In [1]:
import warnings
warnings.simplefilter('ignore')

import numpy as np
import pandas as pd
import seaborn as sns
import matplotlib.pyplot as plt
from datetime import datetime, date, time, timedelta
import time
from sklearn.metrics import auc, roc_curve, classification_report
from scipy import stats

#import h2o
#from h2o.frame import H2OFrame
#from h2o.estimators.random_forest import H2ORandomForestEstimator
#from h2o.grid.grid_search import H2OGridSearch

%matplotlib inline
sns.set(style="white",context="talk")

# Recap
1. Can you estimate the impact the program had on the site?
2. Based on the data, what would you suggest to do as a next step?
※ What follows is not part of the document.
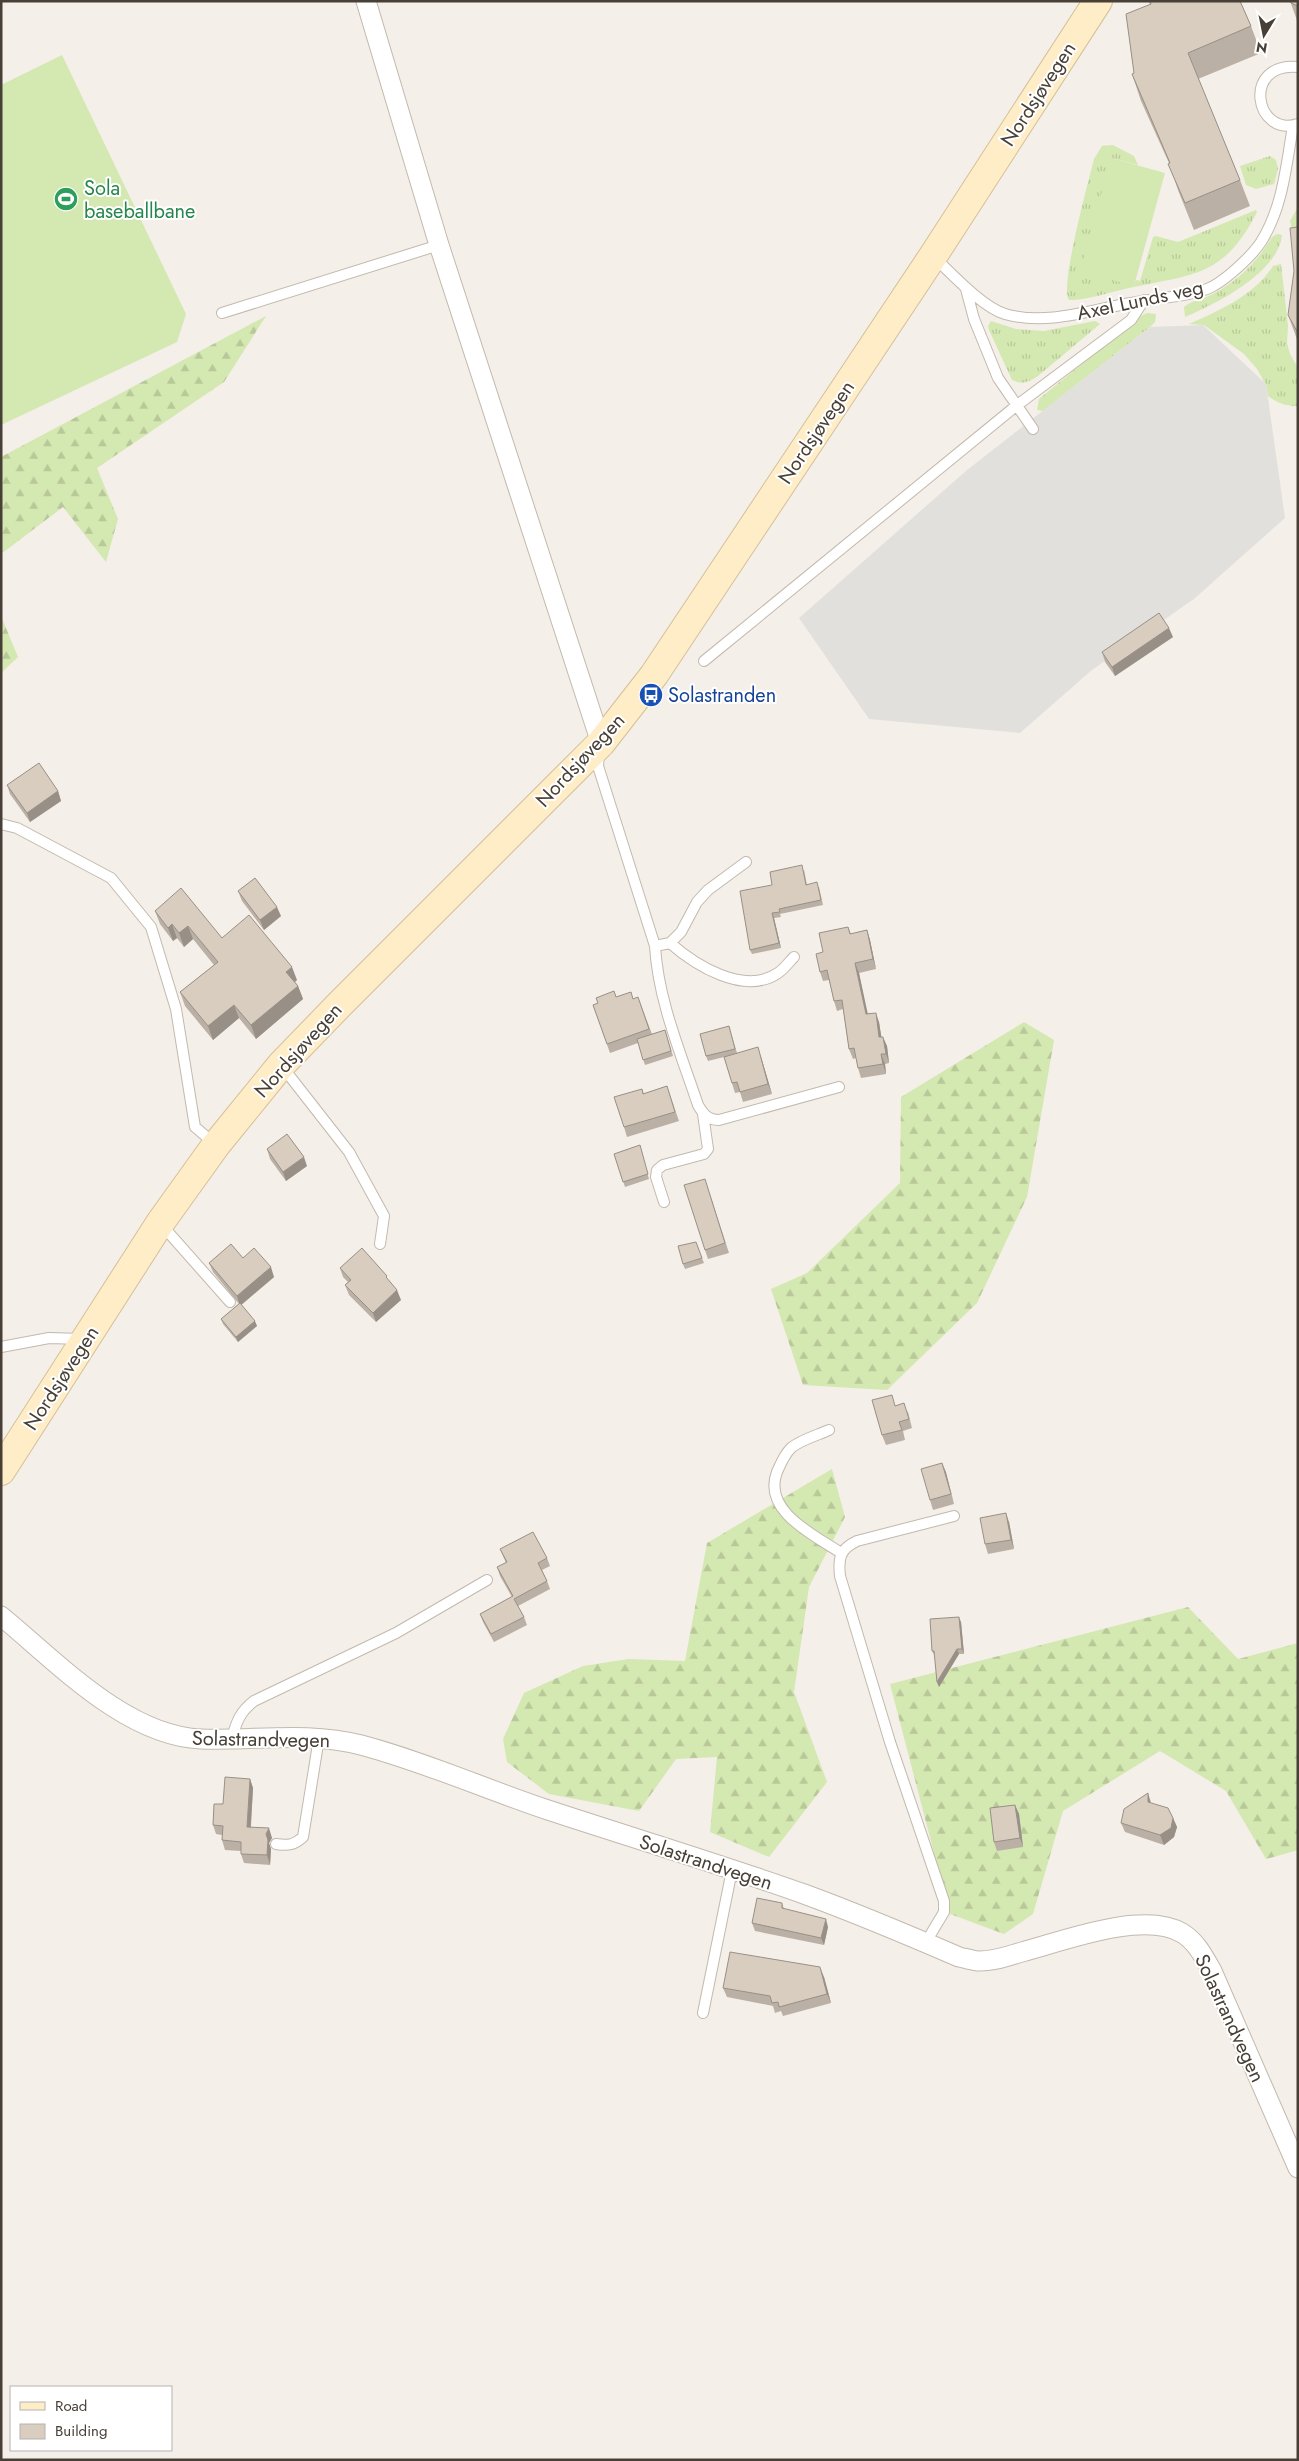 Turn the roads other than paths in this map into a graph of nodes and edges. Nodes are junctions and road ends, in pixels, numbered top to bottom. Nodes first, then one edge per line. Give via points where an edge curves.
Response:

# 1. Data Preview and Processing

In [2]:
data = pd.read_csv("referral.csv",sep = ",")

In [3]:
def view(df):
    # Exploring the data types, number of unique values and missing values
    cols = df.columns
    print(f"The dataset consists of {df.shape[0]} rows and {df.shape[1]} columns")
    print(f"The columns are: {df.columns.tolist()}")
    return pd.concat([pd.DataFrame({"data_types":df.dtypes, 
              "value_counts": df.nunique(),
             "null_counts": df.isnull().sum()}).T,df.iloc[0:3,:]],axis = 0)

In [4]:
data = data.rename(columns ={"date":"day"})
view(data)

The dataset consists of 97341 rows and 6 columns
The columns are: ['user_id', 'day', 'country', 'money_spent', 'is_referral', 'device_id']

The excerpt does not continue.